As he looks at stars, he imagines photons in a mad race to pound his eyes. Each photon coming from not only vast distances, but vastly different amounts of time. He shifts his vision from one star to another, knowing that all the while they seem a lightbright of the sky; they are wildly—millions of light years apart—and so wildly different in ages. Light takes time. In this night sky, the night before he returns to a metropolis where he will no longer see them so brightly, he desperately tries to accept their age—the only sound near him, the pounding waves of Montauk. The waves are of great assistance. Though he cannot hear it, the light must be just like that he thinks. He must see the light from one star in waves only to turn his foveal view to another desperate pinpoint in the dark in order to receive some different amplitude from a different part of the universe—well, the galaxy he thinks. But he stares up at the night over Montauk, the ocean encouraging, knowing that up in that black, there is no decimation, war, famine, poverty, disease, and murder. The human eye is made to be perpendicular to gravity at best. But of so many creatures on this rock—Jason looks to the sand, briefly—so many animals; humans look up. There are no tigers in the sky; no reason to fear it, no reason. Once upon a time, the night sky was a picture show. Jason stares with generations of knowledge that drags him through the recognition that those pinpoints are not that at all, but orbs of fire drifting in the almost nothing.
And he is witness.
He is witness because of a skull and some tissue inside it. A tissue with a billion trillion signaling entities—like undersea bioluminescent fungi, brighter toward the center and then spreading out tendrils across the dark landscape. The lights in his head move from place to place, communicating.
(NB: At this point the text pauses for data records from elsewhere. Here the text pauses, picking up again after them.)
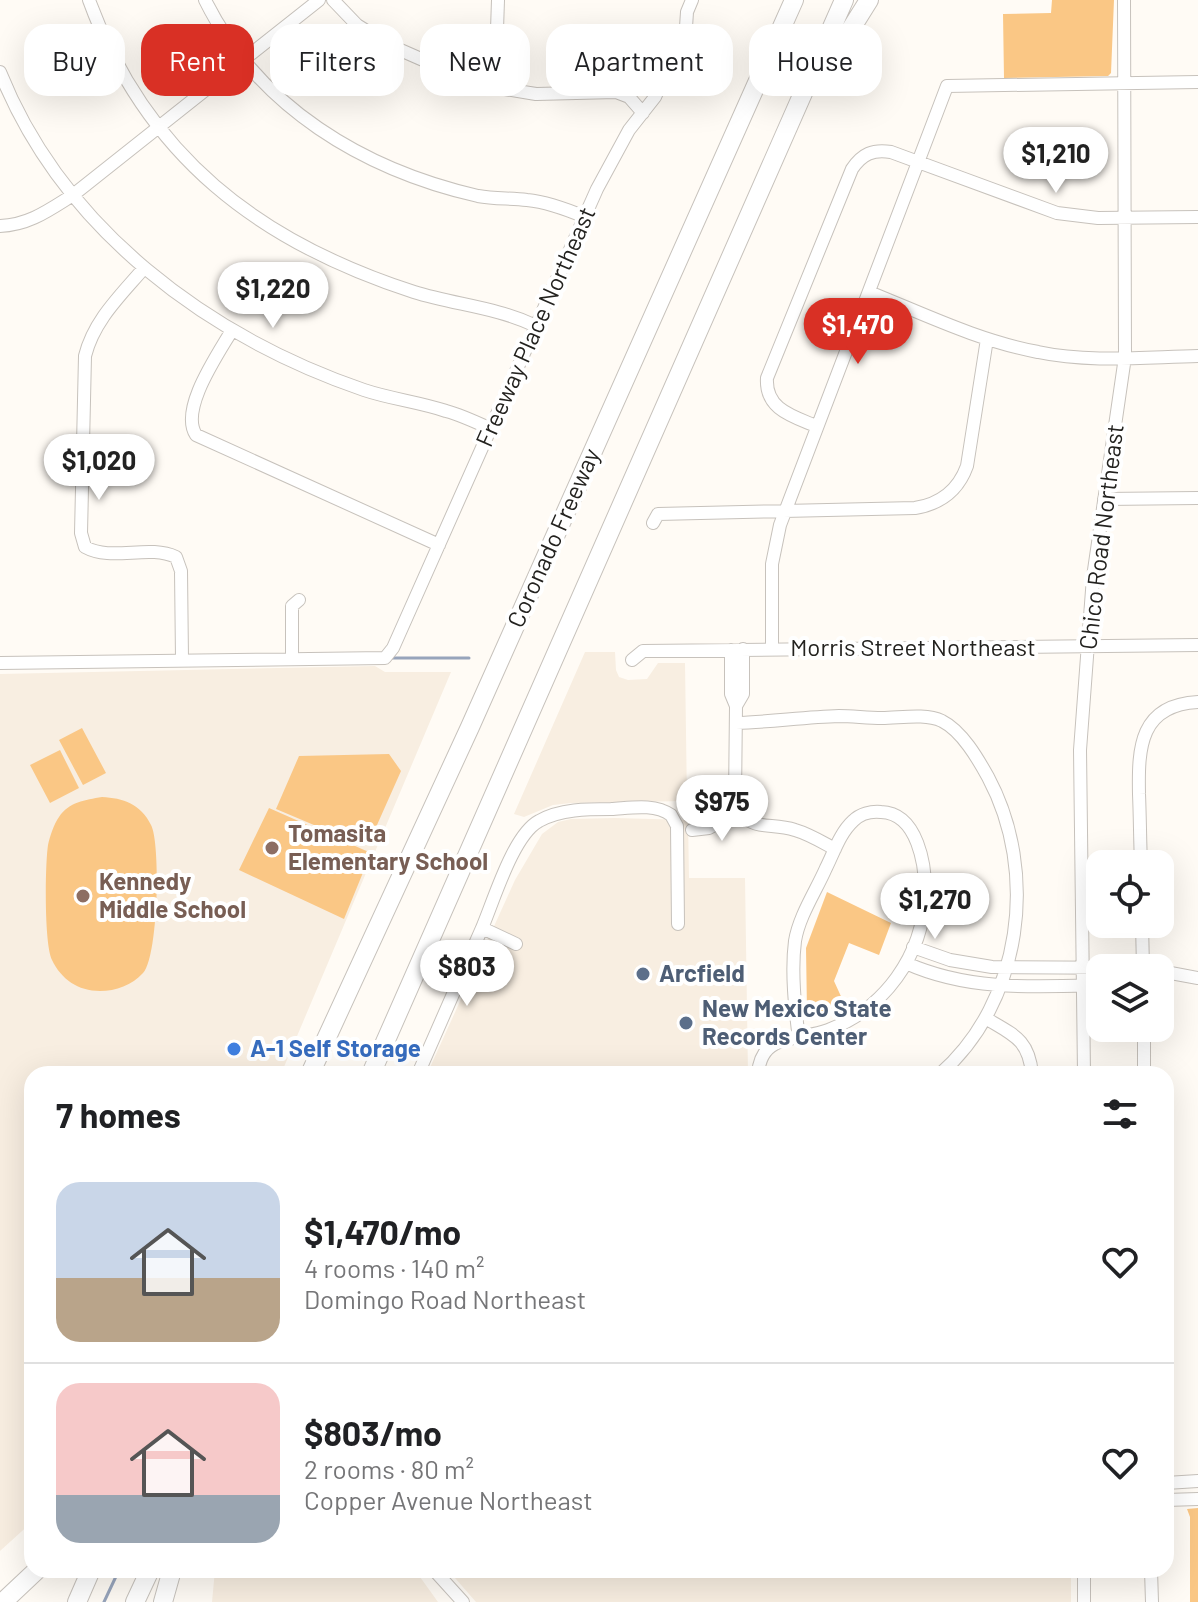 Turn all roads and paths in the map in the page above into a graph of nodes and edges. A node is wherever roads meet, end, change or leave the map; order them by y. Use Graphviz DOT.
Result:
graph roads {
  1 [pos="89,0"];
  2 [pos="205,0"];
  3 [pos="319,0"];
  4 [pos="333,0"];
  5 [pos="498,0"];
  6 [pos="691,0"];
  7 [pos="786,0"];
  8 [pos="794,0"];
  9 [pos="844,0"];
  10 [pos="869,0"];
  11 [pos="1124,0"];
  12 [pos="217,24"];
  13 [pos="497,24"];
  14 [pos="777,24"];
  15 [pos="783,24"];
  16 [pos="254,50"];
  17 [pos="420,60"];
  18 [pos="0,72"];
  19 [pos="254,72"];
  20 [pos="1198,82"];
  21 [pos="1122,83"];
  22 [pos="530,93"];
  23 [pos="4,94"];
  24 [pos="196,96"];
  25 [pos="751,96"];
  26 [pos="643,113"];
  27 [pos="157,127"];
  28 [pos="917,163"];
  29 [pos="73,195"];
  30 [pos="585,217"];
  31 [pos="1198,217"];
  32 [pos="1125,218"];
  33 [pos="746,221"];
  34 [pos="0,226"];
  35 [pos="144,268"];
  36 [pos="869,292"];
  37 [pos="536,326"];
  38 [pos="232,330"];
  39 [pos="987,339"];
  40 [pos="1198,356"];
  41 [pos="1125,357"];
  42 [pos="816,426"];
  43 [pos="491,429"];
  44 [pos="1198,498"];
  45 [pos="1104,499"];
  46 [pos="785,511"];
  47 [pos="653,523"];
  48 [pos="439,545"];
  49 [pos="299,600"];
  50 [pos="1198,645"];
  51 [pos="1087,647"];
  52 [pos="772,648"];
  53 [pos="737,650"];
  54 [pos="292,658"];
  55 [pos="182,659"];
  56 [pos="632,660"];
  57 [pos="0,663"];
  58 [pos="1198,702"];
  59 [pos="736,723"];
  60 [pos="739,811"];
  61 [pos="692,830"];
  62 [pos="835,849"];
  63 [pos="1141,850"];
  64 [pos="678,924"];
  65 [pos="482,928"];
  66 [pos="516,944"];
  67 [pos="913,947"];
  68 [pos="906,963"];
  69 [pos="1083,967"];
  70 [pos="1086,967"];
  71 [pos="1005,968"];
  72 [pos="1174,974"];
  73 [pos="1184,977"];
  74 [pos="1198,978"];
  75 [pos="1174,979"];
  76 [pos="1001,985"];
  77 [pos="1083,985"];
  78 [pos="987,1019"];
  79 [pos="799,1039"];
  80 [pos="1144,1042"];
  81 [pos="314,1066"];
  82 [pos="375,1066"];
  83 [pos="422,1066"];
  84 [pos="760,1066"];
  85 [pos="948,1066"];
  86 [pos="1030,1066"];
  87 [pos="1084,1066"];
  88 [pos="1144,1066"];
  89 [pos="1198,1481"];
  90 [pos="1174,1482"];
  91 [pos="1198,1499"];
  92 [pos="1174,1500"];
  93 [pos="28,1578"];
  94 [pos="88,1578"];
  95 [pos="146,1578"];
  96 [pos="170,1578"];
  97 [pos="441,1578"];
  98 [pos="1084,1578"];
  99 [pos="1151,1578"];
  100 [pos="3,1602"];
  101 [pos="77,1602"];
  102 [pos="135,1602"];
  103 [pos="163,1602"];
  104 [pos="463,1602"];
  105 [pos="1084,1602"];
  106 [pos="1152,1602"];
  1 -- 27 [label="street"];
  2 -- 12 [label="street"];
  3 -- 16 [label="street"];
  4 -- 17 [label="street"];
  5 -- 13 [label="street"];
  6 -- 26 [label="street, Freeway Place Northeast"];
  7 -- 14 [label="highway"];
  8 -- 15 [label="highway, Coronado Freeway"];
  9 -- 33 [label="highway, Coronado Freeway"];
  10 -- 33 [label="highway"];
  11 -- 21 [label="street, Chico Road Northeast"];
  18 -- 23 [label="street"];
  19 -- 30 [label="street"];
  20 -- 21 [label="street"];
  21 -- 28 [label="street"];
  21 -- 32 [label="street, Chico Road Northeast"];
  22 -- 26 [label="street"];
  23 -- 29 [label="street"];
  24 -- 27 [label="street"];
  25 -- 81 [label="highway, Coronado Freeway"];
  26 -- 30 [label="street, Freeway Place Northeast"];
  27 -- 29 [label="street"];
  27 -- 37 [label="street"];
  28 -- 32 [label="street"];
  28 -- 36 [label="street"];
  28 -- 42 [label="street"];
  29 -- 34 [label="street"];
  29 -- 35 [label="street"];
  30 -- 37 [label="street, Freeway Place Northeast"];
  31 -- 32 [label="street"];
  32 -- 41 [label="street, Chico Road Northeast"];
  33 -- 82 [label="highway, Coronado Freeway"];
  35 -- 38 [label="street"];
  35 -- 55 [label="street"];
  36 -- 39 [label="street"];
  36 -- 42 [label="street"];
  37 -- 43 [label="street, Freeway Place Northeast"];
  38 -- 43 [label="street"];
  38 -- 48 [label="street"];
  39 -- 41 [label="street"];
  39 -- 46 [label="street"];
  40 -- 41 [label="street"];
  41 -- 45 [label="street, Chico Road Northeast"];
  42 -- 46 [label="street"];
  43 -- 48 [label="street, Freeway Place Northeast"];
  44 -- 45 [label="street"];
  45 -- 51 [label="street, Chico Road Northeast"];
  46 -- 47 [label="street"];
  46 -- 52 [label="street"];
  48 -- 54 [label="street, Freeway Place Northeast"];
  49 -- 54 [label="street"];
  50 -- 51 [label="street, Morris Street Northeast"];
  51 -- 52 [label="street, Morris Street Northeast"];
  51 -- 69 [label="street, Chico Road Northeast"];
  52 -- 53 [label="street, Morris Street Northeast"];
  53 -- 56 [label="street, Morris Street Northeast"];
  53 -- 59 [label="street"];
  54 -- 55 [label="street"];
  55 -- 57 [label="street"];
  58 -- 63 [label="street"];
  59 -- 60 [label="street"];
  59 -- 71 [label="street"];
  60 -- 61 [label="street"];
  60 -- 62 [label="street"];
  62 -- 67 [label="street"];
  62 -- 79 [label="street"];
  64 -- 65 [label="street"];
  65 -- 66 [label="street"];
  65 -- 83 [label="street"];
  67 -- 68 [label="street"];
  67 -- 71 [label="street"];
  68 -- 76 [label="street"];
  68 -- 79 [label="street"];
  69 -- 70 [label="street"];
  69 -- 71 [label="street"];
  69 -- 77 [label="street, Chico Road Northeast"];
  71 -- 76 [label="street"];
  72 -- 73 [label="street"];
  73 -- 74 [label="street"];
  73 -- 75 [label="street"];
  76 -- 77 [label="street"];
  76 -- 78 [label="street"];
  77 -- 87 [label="street, Chico Road Northeast"];
  78 -- 85 [label="street"];
  78 -- 86 [label="street"];
  79 -- 84 [label="street"];
  80 -- 88 [label="street"];
  89 -- 90 [label="street"];
  91 -- 92 [label="street"];
  93 -- 100 [label="highway"];
  94 -- 101 [label="highway"];
  95 -- 102 [label="highway"];
  96 -- 103 [label="highway"];
  97 -- 104 [label="street"];
  98 -- 105 [label="street"];
  99 -- 106 [label="street"];
}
There is more than just life beneath what he has seen for his brief existence. For all of this light—in the stars—all of these beautiful and gigantic electronic bacteria in his head came about because of the evolution of another electric bacteria…the tiny neuron. He is star stuff. He is able of which stars would dream could they. What if he could look down on all this and from the stars and when there (because time is both slower and more dense for them) as the sun drifts down behind the curvature of the Earth and the last green glint of it vanishes across the stratosphere? He thinks from that stratosphere he could spy and look down and see lights in the dark, billions of them. Human life pulsating with luminesence all its own like undersea fungi and jellyfish, brighter toward the center and then spreading out tendrils across the dark landscape—in cities.
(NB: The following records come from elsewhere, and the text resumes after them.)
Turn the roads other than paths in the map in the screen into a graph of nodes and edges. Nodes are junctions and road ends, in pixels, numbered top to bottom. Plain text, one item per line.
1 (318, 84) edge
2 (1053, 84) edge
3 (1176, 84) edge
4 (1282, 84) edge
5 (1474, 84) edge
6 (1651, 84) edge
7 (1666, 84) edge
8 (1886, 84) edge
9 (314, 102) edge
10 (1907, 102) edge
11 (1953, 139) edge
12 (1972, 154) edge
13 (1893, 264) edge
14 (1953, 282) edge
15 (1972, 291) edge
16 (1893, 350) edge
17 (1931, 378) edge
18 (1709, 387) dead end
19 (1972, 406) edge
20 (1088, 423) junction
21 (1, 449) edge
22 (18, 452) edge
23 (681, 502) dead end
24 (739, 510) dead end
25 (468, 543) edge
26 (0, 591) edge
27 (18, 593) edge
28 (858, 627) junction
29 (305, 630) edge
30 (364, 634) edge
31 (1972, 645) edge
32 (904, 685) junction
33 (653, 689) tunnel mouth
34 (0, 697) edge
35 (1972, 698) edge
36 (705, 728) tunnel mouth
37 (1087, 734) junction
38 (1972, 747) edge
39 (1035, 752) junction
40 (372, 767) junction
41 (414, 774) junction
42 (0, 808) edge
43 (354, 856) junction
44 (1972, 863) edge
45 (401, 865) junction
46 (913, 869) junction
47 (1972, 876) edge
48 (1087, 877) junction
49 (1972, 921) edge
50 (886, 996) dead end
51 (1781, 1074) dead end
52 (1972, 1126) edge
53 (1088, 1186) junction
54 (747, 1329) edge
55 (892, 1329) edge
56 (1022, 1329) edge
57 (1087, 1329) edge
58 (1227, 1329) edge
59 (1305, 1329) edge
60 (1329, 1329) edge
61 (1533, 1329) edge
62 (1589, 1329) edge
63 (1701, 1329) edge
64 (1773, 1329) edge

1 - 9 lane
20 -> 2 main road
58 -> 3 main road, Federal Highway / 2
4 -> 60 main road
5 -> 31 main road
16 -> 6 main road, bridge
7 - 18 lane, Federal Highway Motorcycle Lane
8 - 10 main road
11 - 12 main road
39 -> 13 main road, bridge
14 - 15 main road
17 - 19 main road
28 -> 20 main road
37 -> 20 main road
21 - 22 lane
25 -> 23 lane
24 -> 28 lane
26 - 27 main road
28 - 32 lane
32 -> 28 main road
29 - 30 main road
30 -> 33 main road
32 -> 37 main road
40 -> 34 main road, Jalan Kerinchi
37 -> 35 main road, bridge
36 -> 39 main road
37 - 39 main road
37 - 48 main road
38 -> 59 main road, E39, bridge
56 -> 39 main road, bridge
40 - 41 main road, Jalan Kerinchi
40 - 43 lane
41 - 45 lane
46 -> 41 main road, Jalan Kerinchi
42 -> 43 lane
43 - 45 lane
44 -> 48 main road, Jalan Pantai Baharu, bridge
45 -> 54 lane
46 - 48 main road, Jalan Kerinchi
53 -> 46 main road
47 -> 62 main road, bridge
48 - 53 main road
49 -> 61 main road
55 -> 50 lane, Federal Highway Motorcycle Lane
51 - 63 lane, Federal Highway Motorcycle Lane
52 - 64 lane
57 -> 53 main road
The lights move from place to place, communicating. For all of this light, all of these beautiful and gigantic electronic bacteria come about because of the evolution of ever smaller components replicated from ever smaller components. Pulses. They brace with electricity such that if the sun were to set across the arc of your head, setting off a final halo before disappearing, you could look down on your brain in the dark and see lights, billions of them—flashes and arcs of electricity. And some thoughts, like the sight of your mother or your home, like the sound of your child, would light up portions of your brain like a metropolis.
Jason now in orbit:
For the first time in human history, brains can look down on the planet and see what they have wrought in their 50,000 years of dominance. To those trillion tiny forms in all our heads only just now beginning to see for the first time: their larger fractal clones. To them, it must look like there is a long way to go. But they are yet discussing the next destination.